At 13 she was married to Lorenzo de Ponziani, a union that lasted 40 years. Early in the marriage, however, Frances collapsed from strain. During her illness, she had a vision of St. Alexis, patron saint of beggars and the sick, who asked her if she wanted to live. She replied that she wanted only what God willed; the saint healed her, saying the Lord wished her to remain in the world to glorify Him. Frances discovered that her sister-in-law Vannozza also would have preferred the religious life. The two became close friends and went out into Rome together to minister to the poor and sick.

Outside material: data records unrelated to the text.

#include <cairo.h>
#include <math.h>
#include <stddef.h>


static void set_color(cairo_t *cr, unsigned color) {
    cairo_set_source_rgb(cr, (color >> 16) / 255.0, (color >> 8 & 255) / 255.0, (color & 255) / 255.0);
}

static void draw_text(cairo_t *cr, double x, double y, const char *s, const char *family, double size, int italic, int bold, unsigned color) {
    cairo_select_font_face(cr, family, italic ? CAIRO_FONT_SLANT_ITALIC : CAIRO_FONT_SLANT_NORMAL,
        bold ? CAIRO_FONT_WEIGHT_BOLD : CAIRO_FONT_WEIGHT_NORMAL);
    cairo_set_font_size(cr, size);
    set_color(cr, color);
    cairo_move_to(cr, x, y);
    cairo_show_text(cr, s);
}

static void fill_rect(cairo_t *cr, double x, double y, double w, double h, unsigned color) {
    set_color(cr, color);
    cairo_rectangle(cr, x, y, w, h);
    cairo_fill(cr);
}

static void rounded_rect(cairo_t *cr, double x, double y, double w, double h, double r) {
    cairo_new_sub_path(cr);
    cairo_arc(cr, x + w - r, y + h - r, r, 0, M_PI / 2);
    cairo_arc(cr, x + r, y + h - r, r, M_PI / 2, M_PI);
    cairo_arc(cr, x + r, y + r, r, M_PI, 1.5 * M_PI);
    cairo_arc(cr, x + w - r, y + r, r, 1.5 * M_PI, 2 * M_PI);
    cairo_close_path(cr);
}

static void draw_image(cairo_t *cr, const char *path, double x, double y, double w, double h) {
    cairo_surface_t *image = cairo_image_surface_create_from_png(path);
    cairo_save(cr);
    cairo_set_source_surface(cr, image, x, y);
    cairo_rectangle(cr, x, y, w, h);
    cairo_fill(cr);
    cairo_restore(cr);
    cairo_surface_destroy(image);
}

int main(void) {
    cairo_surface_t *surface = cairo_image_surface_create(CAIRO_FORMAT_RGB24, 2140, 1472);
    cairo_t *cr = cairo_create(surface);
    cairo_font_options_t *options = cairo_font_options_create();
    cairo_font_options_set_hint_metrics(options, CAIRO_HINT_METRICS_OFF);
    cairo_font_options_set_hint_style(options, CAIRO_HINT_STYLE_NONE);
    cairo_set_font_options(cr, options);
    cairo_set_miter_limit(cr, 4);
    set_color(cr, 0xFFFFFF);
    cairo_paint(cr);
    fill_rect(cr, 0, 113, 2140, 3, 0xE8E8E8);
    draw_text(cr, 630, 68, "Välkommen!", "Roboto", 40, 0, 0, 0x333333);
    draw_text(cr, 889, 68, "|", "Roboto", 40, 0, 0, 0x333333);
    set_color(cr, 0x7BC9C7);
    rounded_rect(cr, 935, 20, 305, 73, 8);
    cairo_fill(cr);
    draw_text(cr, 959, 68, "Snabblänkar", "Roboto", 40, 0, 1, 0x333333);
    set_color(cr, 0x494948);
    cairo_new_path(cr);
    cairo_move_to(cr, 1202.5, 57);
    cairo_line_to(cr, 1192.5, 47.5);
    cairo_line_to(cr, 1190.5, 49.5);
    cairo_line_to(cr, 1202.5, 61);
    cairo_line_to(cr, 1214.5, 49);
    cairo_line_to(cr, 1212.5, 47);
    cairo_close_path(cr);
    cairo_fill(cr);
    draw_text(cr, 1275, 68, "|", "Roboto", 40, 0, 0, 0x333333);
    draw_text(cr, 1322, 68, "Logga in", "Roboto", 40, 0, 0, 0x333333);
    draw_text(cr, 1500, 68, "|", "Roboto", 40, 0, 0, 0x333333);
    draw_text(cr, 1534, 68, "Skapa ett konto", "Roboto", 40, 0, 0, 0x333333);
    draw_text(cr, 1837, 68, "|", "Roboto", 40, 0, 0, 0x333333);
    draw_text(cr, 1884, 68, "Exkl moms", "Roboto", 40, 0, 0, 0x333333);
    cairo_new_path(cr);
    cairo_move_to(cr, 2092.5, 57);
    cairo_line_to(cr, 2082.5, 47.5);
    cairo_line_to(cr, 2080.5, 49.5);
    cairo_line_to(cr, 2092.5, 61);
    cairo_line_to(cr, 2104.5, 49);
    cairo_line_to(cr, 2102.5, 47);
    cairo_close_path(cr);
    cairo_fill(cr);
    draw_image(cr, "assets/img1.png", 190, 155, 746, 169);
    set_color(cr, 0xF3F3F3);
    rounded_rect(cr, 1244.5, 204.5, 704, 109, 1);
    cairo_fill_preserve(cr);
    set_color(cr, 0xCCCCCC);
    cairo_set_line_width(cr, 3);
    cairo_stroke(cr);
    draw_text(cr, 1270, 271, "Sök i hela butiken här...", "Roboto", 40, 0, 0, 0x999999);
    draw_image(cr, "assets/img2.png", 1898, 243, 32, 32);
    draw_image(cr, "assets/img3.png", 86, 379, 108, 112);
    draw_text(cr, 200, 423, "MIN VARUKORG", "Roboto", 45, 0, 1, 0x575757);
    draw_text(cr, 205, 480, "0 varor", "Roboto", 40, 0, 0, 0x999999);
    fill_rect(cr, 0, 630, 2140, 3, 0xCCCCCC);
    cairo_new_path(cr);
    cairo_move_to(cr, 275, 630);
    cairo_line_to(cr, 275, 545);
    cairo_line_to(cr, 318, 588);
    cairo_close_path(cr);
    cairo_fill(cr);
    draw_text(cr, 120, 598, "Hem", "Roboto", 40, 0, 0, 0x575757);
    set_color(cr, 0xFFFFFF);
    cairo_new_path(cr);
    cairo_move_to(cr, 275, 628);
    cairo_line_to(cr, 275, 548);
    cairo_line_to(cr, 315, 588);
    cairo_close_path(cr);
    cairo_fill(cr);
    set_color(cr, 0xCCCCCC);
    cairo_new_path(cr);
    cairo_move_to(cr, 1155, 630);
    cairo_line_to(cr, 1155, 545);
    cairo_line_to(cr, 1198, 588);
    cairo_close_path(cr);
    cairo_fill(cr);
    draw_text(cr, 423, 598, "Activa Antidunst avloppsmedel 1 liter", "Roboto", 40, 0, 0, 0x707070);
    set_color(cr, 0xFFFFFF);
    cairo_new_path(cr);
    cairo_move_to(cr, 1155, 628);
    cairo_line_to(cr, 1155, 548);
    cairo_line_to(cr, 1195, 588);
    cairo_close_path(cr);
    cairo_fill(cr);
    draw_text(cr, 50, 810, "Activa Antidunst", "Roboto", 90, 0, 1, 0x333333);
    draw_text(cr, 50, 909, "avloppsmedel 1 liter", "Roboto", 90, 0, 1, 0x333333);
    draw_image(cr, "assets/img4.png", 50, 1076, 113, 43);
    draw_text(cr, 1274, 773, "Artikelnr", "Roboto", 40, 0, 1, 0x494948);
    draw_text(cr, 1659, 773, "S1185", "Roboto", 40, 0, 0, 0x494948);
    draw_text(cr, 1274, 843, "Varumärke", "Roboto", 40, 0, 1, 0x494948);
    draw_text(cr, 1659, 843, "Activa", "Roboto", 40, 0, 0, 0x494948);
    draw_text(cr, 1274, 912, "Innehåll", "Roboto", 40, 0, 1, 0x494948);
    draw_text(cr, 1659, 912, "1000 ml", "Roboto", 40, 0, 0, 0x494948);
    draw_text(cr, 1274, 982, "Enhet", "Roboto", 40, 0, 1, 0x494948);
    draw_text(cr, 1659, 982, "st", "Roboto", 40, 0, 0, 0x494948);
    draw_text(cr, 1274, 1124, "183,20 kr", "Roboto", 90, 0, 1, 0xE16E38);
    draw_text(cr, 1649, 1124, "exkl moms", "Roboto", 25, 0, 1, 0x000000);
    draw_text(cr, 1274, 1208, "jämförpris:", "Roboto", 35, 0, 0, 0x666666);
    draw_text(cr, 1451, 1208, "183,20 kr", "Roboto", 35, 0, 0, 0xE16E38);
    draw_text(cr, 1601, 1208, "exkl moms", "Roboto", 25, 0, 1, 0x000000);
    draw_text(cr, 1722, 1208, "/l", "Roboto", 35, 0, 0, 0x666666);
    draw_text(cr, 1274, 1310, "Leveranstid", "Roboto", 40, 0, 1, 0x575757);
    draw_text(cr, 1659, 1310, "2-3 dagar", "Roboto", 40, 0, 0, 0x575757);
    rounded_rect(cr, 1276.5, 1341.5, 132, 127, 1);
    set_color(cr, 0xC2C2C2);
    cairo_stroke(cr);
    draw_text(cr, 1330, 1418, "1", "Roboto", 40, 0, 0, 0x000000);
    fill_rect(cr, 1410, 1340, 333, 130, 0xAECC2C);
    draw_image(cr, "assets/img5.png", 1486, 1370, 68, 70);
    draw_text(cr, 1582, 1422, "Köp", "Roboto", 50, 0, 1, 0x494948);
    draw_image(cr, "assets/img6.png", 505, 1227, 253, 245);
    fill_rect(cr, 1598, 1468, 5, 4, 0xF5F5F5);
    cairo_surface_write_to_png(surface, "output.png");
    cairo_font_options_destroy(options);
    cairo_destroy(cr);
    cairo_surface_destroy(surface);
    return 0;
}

In 1400 her first child was born — John Baptist (Battista), followed by a second son, Evangelista, and a daughter, Agnes. In 1408 Rome was seized by the troops of Ladislaus of Naples, an ally of the antipope. Frances’ family home was looted and burned. Lorenzo was stabbed; Frances nursed him back to health. In 1410, Lorenzo’s home and lands were seized and pillaged, and Battista was taken hostage. He was later released.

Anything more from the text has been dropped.